How communities benefit when consumers shop local
Ideas about shopping are never set in stone, and the pandemic illustrated just how quickly consumer trends and opinions can change. Many individuals are now reevaluating how they spend their hard-earned money, particularly since inflation has affected just how far a dollar can be stretched. When consumers think about which stores to patronize, locally owned businesses may be the smartest option for a number of reasons - not the least of which is the way such enterprises benefit the communities they call home.

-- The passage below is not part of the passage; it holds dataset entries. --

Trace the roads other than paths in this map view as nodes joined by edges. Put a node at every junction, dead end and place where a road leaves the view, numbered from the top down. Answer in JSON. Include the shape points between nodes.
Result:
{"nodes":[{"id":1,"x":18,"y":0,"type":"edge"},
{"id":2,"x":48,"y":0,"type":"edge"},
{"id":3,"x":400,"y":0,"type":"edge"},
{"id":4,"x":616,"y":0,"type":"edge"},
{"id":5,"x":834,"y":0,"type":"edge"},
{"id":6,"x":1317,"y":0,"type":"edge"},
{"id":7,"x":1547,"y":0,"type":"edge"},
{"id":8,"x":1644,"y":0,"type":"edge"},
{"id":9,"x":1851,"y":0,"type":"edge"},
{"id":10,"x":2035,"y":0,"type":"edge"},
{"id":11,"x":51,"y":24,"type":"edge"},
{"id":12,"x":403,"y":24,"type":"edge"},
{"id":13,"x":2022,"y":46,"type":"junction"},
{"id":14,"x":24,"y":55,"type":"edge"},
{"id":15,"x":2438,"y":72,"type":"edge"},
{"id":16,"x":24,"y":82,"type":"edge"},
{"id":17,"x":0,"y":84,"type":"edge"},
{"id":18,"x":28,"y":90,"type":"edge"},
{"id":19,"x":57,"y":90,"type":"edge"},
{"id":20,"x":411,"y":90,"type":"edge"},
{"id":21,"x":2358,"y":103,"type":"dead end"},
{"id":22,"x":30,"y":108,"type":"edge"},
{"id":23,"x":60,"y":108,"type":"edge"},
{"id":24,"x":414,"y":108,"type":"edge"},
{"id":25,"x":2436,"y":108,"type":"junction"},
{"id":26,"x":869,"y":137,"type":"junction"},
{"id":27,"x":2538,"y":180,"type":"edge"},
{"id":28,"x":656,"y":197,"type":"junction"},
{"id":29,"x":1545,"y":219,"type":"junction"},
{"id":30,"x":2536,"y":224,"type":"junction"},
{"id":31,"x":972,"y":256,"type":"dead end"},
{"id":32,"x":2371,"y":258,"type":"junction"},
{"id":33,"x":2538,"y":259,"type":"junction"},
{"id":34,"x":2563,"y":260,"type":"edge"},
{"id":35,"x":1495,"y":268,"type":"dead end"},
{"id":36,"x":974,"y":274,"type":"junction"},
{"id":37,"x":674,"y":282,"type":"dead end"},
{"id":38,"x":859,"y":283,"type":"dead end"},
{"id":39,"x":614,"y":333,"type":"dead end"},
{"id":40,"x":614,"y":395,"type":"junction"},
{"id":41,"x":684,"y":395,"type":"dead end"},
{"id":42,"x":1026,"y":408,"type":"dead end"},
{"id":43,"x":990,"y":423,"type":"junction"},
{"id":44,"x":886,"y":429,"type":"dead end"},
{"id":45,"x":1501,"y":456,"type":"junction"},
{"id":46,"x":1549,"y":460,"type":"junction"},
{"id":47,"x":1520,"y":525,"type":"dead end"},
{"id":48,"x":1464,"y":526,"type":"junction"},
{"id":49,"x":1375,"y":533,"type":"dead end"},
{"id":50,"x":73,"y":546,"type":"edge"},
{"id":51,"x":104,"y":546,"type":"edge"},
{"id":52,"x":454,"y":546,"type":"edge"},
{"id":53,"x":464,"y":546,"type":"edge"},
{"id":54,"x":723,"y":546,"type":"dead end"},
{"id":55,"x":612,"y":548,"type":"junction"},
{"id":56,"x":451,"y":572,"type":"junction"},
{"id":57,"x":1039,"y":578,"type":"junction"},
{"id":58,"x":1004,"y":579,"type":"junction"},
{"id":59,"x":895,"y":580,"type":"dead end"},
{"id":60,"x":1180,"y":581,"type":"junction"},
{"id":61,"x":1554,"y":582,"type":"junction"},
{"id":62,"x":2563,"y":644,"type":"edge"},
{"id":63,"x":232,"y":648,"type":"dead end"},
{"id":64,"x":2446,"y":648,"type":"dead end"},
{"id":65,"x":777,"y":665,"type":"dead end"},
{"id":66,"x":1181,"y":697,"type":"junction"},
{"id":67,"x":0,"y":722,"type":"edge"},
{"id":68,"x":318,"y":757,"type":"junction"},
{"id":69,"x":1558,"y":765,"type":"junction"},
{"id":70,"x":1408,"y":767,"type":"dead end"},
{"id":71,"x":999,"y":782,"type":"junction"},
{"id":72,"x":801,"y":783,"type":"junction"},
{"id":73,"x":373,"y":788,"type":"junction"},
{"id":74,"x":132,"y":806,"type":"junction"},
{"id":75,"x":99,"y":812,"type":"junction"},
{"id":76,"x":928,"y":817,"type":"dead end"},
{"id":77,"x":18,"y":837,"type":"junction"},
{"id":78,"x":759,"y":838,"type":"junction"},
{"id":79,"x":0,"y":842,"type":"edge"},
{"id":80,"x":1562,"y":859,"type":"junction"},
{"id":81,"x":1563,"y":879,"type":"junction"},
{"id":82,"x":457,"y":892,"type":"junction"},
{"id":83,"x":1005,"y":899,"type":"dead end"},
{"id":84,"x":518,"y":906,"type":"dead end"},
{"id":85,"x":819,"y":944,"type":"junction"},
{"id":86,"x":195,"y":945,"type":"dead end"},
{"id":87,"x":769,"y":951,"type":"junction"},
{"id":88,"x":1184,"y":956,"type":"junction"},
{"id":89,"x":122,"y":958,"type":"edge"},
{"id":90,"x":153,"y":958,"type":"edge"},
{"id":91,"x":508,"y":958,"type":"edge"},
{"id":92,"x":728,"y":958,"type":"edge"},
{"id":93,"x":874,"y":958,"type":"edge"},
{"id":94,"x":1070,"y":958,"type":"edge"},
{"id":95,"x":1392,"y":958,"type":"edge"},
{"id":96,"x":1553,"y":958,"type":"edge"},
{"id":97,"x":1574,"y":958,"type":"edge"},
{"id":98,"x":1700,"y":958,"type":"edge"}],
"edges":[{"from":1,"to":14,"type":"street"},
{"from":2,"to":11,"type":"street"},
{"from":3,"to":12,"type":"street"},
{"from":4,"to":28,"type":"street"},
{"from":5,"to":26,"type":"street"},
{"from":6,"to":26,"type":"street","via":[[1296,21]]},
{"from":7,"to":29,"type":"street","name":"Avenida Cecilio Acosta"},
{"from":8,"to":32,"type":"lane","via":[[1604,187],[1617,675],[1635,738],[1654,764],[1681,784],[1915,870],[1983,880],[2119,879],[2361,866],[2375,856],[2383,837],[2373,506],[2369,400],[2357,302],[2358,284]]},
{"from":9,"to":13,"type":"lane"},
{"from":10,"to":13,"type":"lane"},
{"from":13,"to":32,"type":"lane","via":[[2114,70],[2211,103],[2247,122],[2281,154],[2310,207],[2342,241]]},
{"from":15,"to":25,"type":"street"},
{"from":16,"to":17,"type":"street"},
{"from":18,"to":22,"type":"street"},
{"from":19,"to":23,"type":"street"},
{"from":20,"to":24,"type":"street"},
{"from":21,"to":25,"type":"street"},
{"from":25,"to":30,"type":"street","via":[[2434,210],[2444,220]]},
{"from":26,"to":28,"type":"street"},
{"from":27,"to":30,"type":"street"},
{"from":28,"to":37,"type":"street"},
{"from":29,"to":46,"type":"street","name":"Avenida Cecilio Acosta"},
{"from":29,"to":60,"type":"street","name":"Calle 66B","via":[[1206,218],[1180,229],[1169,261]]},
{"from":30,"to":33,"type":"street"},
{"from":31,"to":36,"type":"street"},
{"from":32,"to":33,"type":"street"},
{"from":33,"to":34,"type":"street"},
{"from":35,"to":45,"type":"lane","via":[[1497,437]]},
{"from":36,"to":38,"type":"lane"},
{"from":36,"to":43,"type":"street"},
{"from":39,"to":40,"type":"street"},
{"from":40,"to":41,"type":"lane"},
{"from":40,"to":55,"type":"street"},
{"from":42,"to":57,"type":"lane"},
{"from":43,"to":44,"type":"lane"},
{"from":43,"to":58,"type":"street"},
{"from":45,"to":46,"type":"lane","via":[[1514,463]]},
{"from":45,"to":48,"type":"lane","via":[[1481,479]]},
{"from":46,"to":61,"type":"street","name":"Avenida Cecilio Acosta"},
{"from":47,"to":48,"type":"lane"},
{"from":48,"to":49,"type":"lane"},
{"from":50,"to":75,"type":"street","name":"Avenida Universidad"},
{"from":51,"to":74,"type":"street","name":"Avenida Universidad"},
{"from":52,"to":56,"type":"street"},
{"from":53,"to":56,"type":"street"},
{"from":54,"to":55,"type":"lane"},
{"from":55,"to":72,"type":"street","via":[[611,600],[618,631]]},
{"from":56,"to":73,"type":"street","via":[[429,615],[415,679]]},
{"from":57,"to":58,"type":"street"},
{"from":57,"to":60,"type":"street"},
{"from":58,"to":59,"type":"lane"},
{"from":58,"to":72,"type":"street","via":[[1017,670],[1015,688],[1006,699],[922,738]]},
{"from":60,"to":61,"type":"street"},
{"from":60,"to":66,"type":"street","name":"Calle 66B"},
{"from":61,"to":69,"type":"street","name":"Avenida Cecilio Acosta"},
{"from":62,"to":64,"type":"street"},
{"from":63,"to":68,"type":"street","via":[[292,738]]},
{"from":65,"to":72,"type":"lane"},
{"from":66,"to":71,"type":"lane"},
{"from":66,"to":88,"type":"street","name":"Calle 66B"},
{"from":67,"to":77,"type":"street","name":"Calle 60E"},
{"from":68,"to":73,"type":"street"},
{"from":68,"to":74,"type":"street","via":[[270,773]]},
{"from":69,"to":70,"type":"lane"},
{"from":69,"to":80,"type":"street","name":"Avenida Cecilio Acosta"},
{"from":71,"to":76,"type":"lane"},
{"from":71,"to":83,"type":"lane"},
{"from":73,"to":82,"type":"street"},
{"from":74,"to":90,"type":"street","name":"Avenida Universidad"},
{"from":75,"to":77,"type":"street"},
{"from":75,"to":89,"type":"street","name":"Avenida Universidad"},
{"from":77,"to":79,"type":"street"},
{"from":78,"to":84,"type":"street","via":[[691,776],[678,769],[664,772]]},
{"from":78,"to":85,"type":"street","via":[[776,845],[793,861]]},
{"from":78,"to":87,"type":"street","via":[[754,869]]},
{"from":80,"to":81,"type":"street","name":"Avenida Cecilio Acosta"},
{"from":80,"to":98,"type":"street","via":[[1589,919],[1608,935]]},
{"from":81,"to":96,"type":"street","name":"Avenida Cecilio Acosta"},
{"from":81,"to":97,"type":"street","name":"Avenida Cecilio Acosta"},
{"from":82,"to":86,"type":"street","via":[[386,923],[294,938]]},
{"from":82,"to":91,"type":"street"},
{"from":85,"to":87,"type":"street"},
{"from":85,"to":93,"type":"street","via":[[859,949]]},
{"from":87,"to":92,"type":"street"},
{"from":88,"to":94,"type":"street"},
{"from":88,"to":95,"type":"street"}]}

More money kept in the community
Shopping locally means that more money will stay in the community. According to recent research from Civic Economics, local eateries return nearly 79 percent of revenue to the community, compared to just over 30 percent for chain restaurants. Overall, for every $100 spent at a local business, around $73 remains in the community, verus roughly $43 when shopping at a non-locally owned business.
Get a personal touch
Local business owners typically are inclined to go the extra mile for their customers and are personally invested in the services and products they are selling. As a result, shopping locally tends to be a personalized experience. Furthermore, a local business owner may be more amenable to ordering products for specific clientele. Such personalized service is typically not accessible when shopping big box stores or other shops where owners are off-site.
Lines are short
Waiting in long lines for checkout or to pick up merchandise ordered online can drain consumers' energy and contribute to stress. Local businesses tend to have short lines and small crowds, which can lead to a more pleasant shopping experience.
Generates tax revenue
Local businesses generate more tax revenue per sales dollar, according to Rubicon, a digital marketplace for waste and recycling businesses. Taxes paid by local small businesses go to support schools, parks, roads, and other programs that benefit the community as well.
Local businesses often support good work in the community, such as nonprofit groups. These can include schools and sports teams, among other groups. According to Dr. Sue Lynn Sasser, professor of economics at the University of Central Oklahoma, studies indicate nonprofits "receive 250 percent more support from small businesses than larger ones."
Support other local businesses
Local business support other local businesses by buying and selling among each other. A local, independently owned restaurant may source its ingredients from local farms, which means visitors to such eateries are supporting multiple local businesses each time they dine out.
Small businesses are a boon to the economy, particularly local economies. These enterprises help their communities in a multitude of ways.